Task details: The entries below must be reproduced exactly; their pictures are not part of the copy.

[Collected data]
= Beginning of Section =

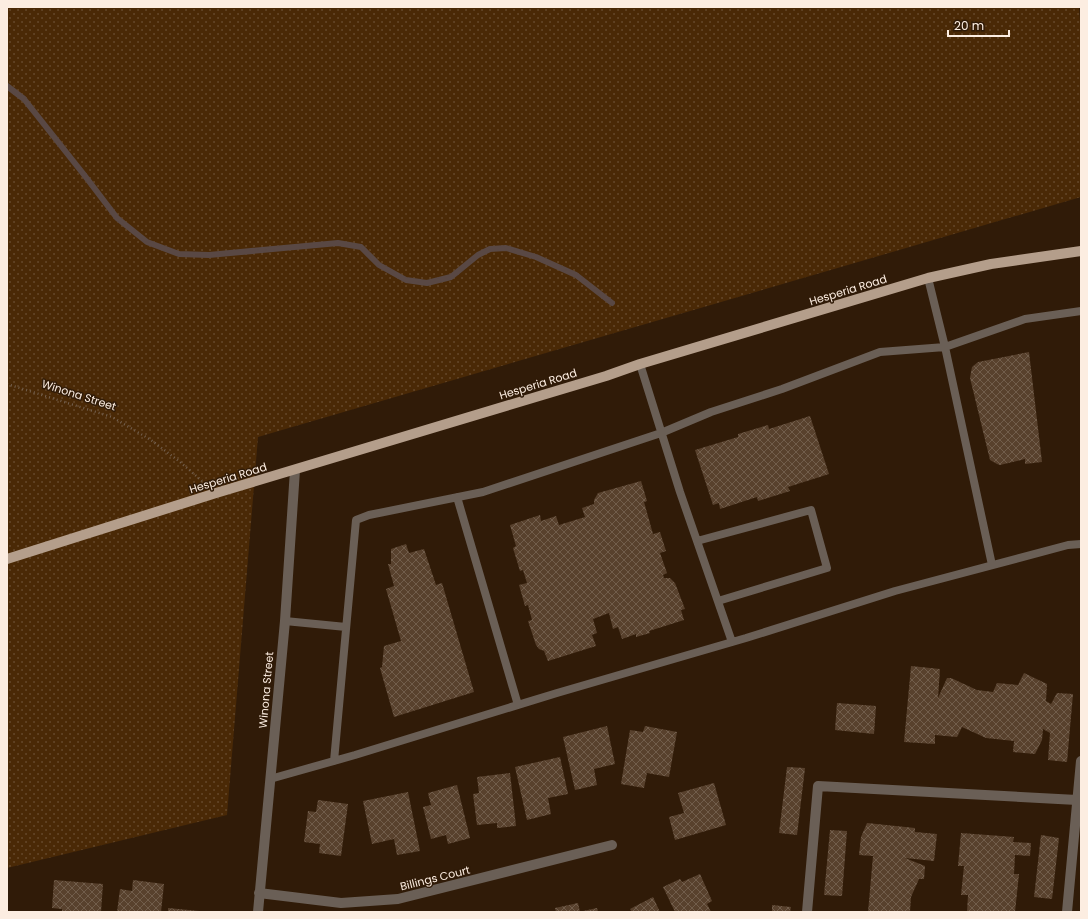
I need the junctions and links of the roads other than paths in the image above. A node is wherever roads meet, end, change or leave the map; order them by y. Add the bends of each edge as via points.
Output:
1 (1081, 251) edge
2 (928, 278) junction
3 (1081, 311) edge
4 (946, 347) junction
5 (640, 364) junction
6 (661, 433) junction
7 (295, 470) junction
8 (457, 497) junction
9 (697, 541) junction
10 (1081, 544) edge
11 (7, 558) edge
12 (992, 565) junction
13 (718, 601) junction
14 (285, 621) junction
15 (346, 627) junction
16 (732, 642) junction
17 (518, 705) junction
18 (334, 761) junction
19 (1081, 761) edge
20 (270, 779) junction
21 (1077, 800) junction
22 (612, 845) dead end
23 (259, 893) junction
24 (258, 912) edge
25 (807, 912) edge
26 (1067, 912) edge

1 - 2 main road, Hesperia Road via 991,264
2 - 4 lane
2 - 5 main road, Hesperia Road
3 - 4 lane via 1025,319
4 - 6 lane via 880,352 782,389 711,412
4 - 12 lane
5 - 6 lane
5 - 7 main road, Hesperia Road
6 - 8 lane via 483,492
6 - 9 lane
7 - 11 main road, Hesperia Road
7 - 14 street, Winona Street
8 - 15 lane via 356,520
8 - 17 lane
9 - 13 lane
9 - 13 lane via 811,510 827,568
10 - 12 lane via 1068,545
12 - 16 lane via 895,591
13 - 16 lane
14 - 15 lane
14 - 20 street, Winona Street
15 - 18 lane
16 - 17 lane
17 - 18 lane
18 - 20 lane
19 - 21 street
20 - 23 street, Winona Street
21 - 25 street via 818,786
21 - 26 street
22 - 23 street, Billings Court via 398,899 341,903
23 - 24 street, Winona Street

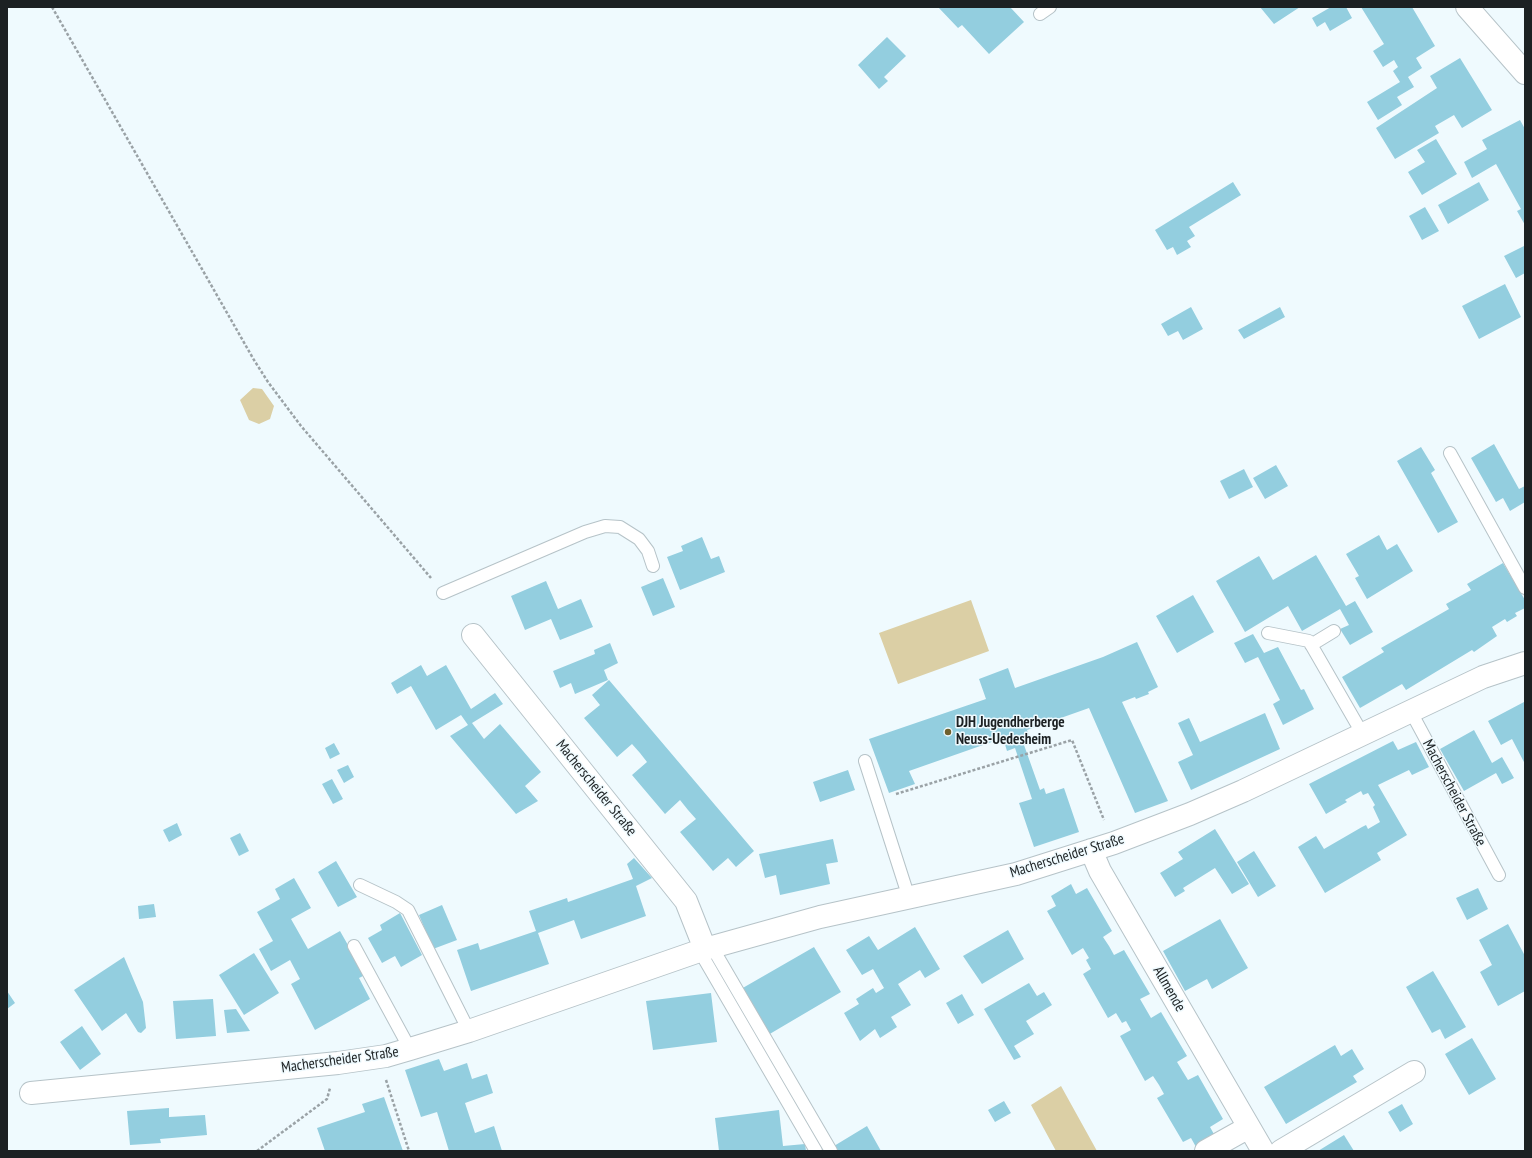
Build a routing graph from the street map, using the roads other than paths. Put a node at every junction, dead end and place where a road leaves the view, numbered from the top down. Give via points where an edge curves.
1 (1467, 7) edge
2 (1525, 73) edge
3 (1450, 453) dead end
4 (653, 566) dead end
5 (1525, 588) edge
6 (443, 593) road end
7 (1334, 631) dead end
8 (1268, 633) dead end
9 (473, 635) dead end
10 (1311, 645) junction
11 (1525, 663) edge
12 (1410, 710) junction
13 (1362, 733) junction
14 (865, 761) dead end
15 (1091, 850) junction
16 (1499, 875) dead end
17 (360, 886) dead end
18 (909, 898) junction
19 (354, 946) dead end
20 (705, 948) junction
21 (469, 1030) junction
22 (410, 1049) junction
23 (1414, 1072) dead end
24 (31, 1093) dead end
25 (1248, 1127) junction
26 (816, 1151) edge
27 (831, 1151) edge
28 (1206, 1151) edge
29 (1263, 1151) edge
30 (1281, 1151) edge

1 - 2 street
3 - 5 lane
4 - 6 lane via 640,539 620,528 606,526 585,532
7 - 10 lane
8 - 10 lane via 1309,641
9 - 20 street, Macherscheider Straße via 686,901
10 - 13 lane
11 - 12 street, Macherscheider Straße via 1483,677
12 - 13 street, Macherscheider Straße
12 - 16 lane, Macherscheider Straße
13 - 15 street, Macherscheider Straße via 1190,814
14 - 18 lane
15 - 18 street, Macherscheider Straße via 1016,874
15 - 25 street, Allmende via 1100,871
17 - 21 lane via 408,910
18 - 20 street, Macherscheider Straße via 820,917
19 - 22 lane
20 - 21 street, Macherscheider Straße
20 - 26 lane
20 - 27 lane
21 - 22 street, Macherscheider Straße
22 - 24 street, Macherscheider Straße via 338,1063
23 - 30 street
25 - 28 street
25 - 29 street, Allmende

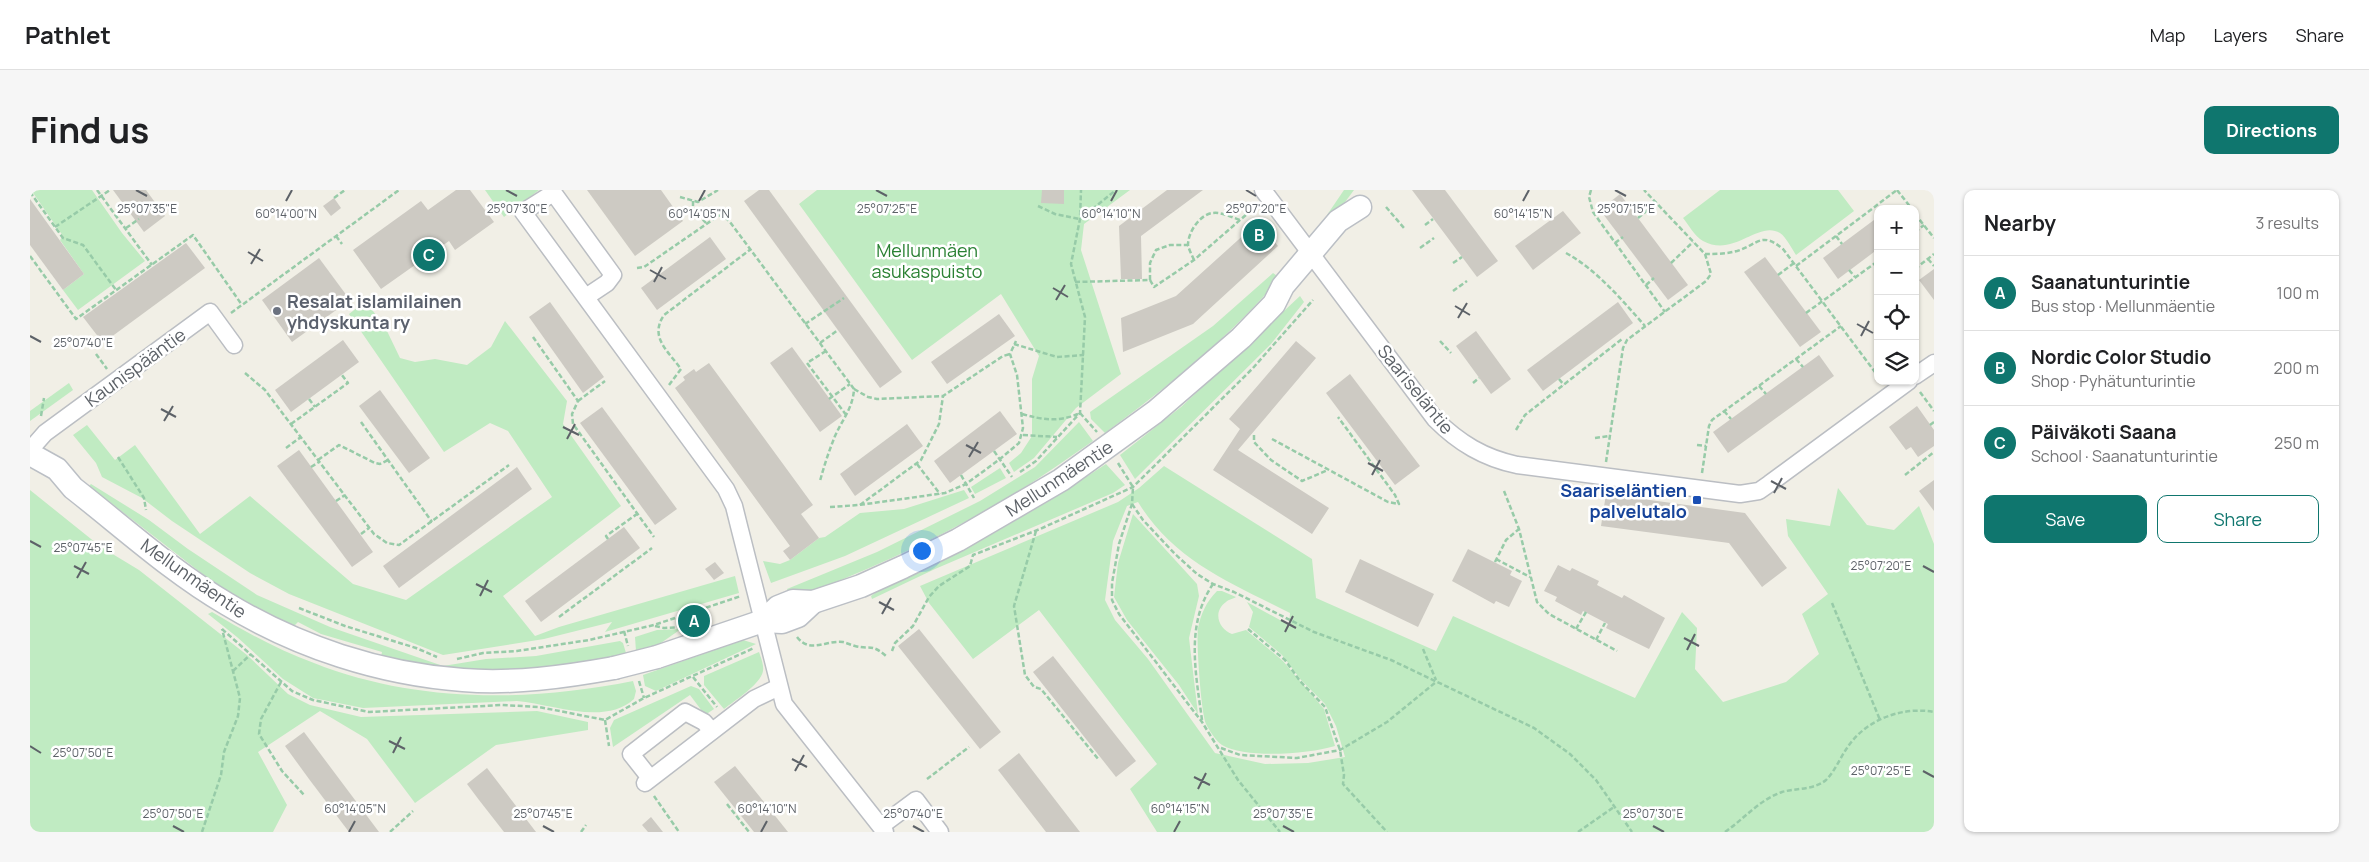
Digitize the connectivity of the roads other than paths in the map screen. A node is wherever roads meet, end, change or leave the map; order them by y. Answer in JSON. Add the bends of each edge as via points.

= End of Section =

Your solution:
I need the junctions and links of the roads other than paths in the image above. A node is wherever roads meet, end, change or leave the map; order them by y. Add the bends of each edge as via points.
Output:
1 (1081, 251) edge
2 (928, 278) junction
3 (1081, 311) edge
4 (946, 347) junction
5 (640, 364) junction
6 (661, 433) junction
7 (295, 470) junction
8 (457, 497) junction
9 (697, 541) junction
10 (1081, 544) edge
11 (7, 558) edge
12 (992, 565) junction
13 (718, 601) junction
14 (285, 621) junction
15 (346, 627) junction
16 (732, 642) junction
17 (518, 705) junction
18 (334, 761) junction
19 (1081, 761) edge
20 (270, 779) junction
21 (1077, 800) junction
22 (612, 845) dead end
23 (259, 893) junction
24 (258, 912) edge
25 (807, 912) edge
26 (1067, 912) edge

1 - 2 main road, Hesperia Road via 991,264
2 - 4 lane
2 - 5 main road, Hesperia Road
3 - 4 lane via 1025,319
4 - 6 lane via 880,352 782,389 711,412
4 - 12 lane
5 - 6 lane
5 - 7 main road, Hesperia Road
6 - 8 lane via 483,492
6 - 9 lane
7 - 11 main road, Hesperia Road
7 - 14 street, Winona Street
8 - 15 lane via 356,520
8 - 17 lane
9 - 13 lane
9 - 13 lane via 811,510 827,568
10 - 12 lane via 1068,545
12 - 16 lane via 895,591
13 - 16 lane
14 - 15 lane
14 - 20 street, Winona Street
15 - 18 lane
16 - 17 lane
17 - 18 lane
18 - 20 lane
19 - 21 street
20 - 23 street, Winona Street
21 - 25 street via 818,786
21 - 26 street
22 - 23 street, Billings Court via 398,899 341,903
23 - 24 street, Winona Street

Build a routing graph from the street map, using the roads other than paths. Put a node at every junction, dead end and place where a road leaves the view, numbered from the top down. Give via points where an edge curves.
1 (1467, 7) edge
2 (1525, 73) edge
3 (1450, 453) dead end
4 (653, 566) dead end
5 (1525, 588) edge
6 (443, 593) road end
7 (1334, 631) dead end
8 (1268, 633) dead end
9 (473, 635) dead end
10 (1311, 645) junction
11 (1525, 663) edge
12 (1410, 710) junction
13 (1362, 733) junction
14 (865, 761) dead end
15 (1091, 850) junction
16 (1499, 875) dead end
17 (360, 886) dead end
18 (909, 898) junction
19 (354, 946) dead end
20 (705, 948) junction
21 (469, 1030) junction
22 (410, 1049) junction
23 (1414, 1072) dead end
24 (31, 1093) dead end
25 (1248, 1127) junction
26 (816, 1151) edge
27 (831, 1151) edge
28 (1206, 1151) edge
29 (1263, 1151) edge
30 (1281, 1151) edge

1 - 2 street
3 - 5 lane
4 - 6 lane via 640,539 620,528 606,526 585,532
7 - 10 lane
8 - 10 lane via 1309,641
9 - 20 street, Macherscheider Straße via 686,901
10 - 13 lane
11 - 12 street, Macherscheider Straße via 1483,677
12 - 13 street, Macherscheider Straße
12 - 16 lane, Macherscheider Straße
13 - 15 street, Macherscheider Straße via 1190,814
14 - 18 lane
15 - 18 street, Macherscheider Straße via 1016,874
15 - 25 street, Allmende via 1100,871
17 - 21 lane via 408,910
18 - 20 street, Macherscheider Straße via 820,917
19 - 22 lane
20 - 21 street, Macherscheider Straße
20 - 26 lane
20 - 27 lane
21 - 22 street, Macherscheider Straße
22 - 24 street, Macherscheider Straße via 338,1063
23 - 30 street
25 - 28 street
25 - 29 street, Allmende

Digitize the connectivity of the roads other than paths in the map screen. A node is wherever roads meet, end, change or leave the map; order them by y. Answer in JSON. Add the bends of each edge as via points.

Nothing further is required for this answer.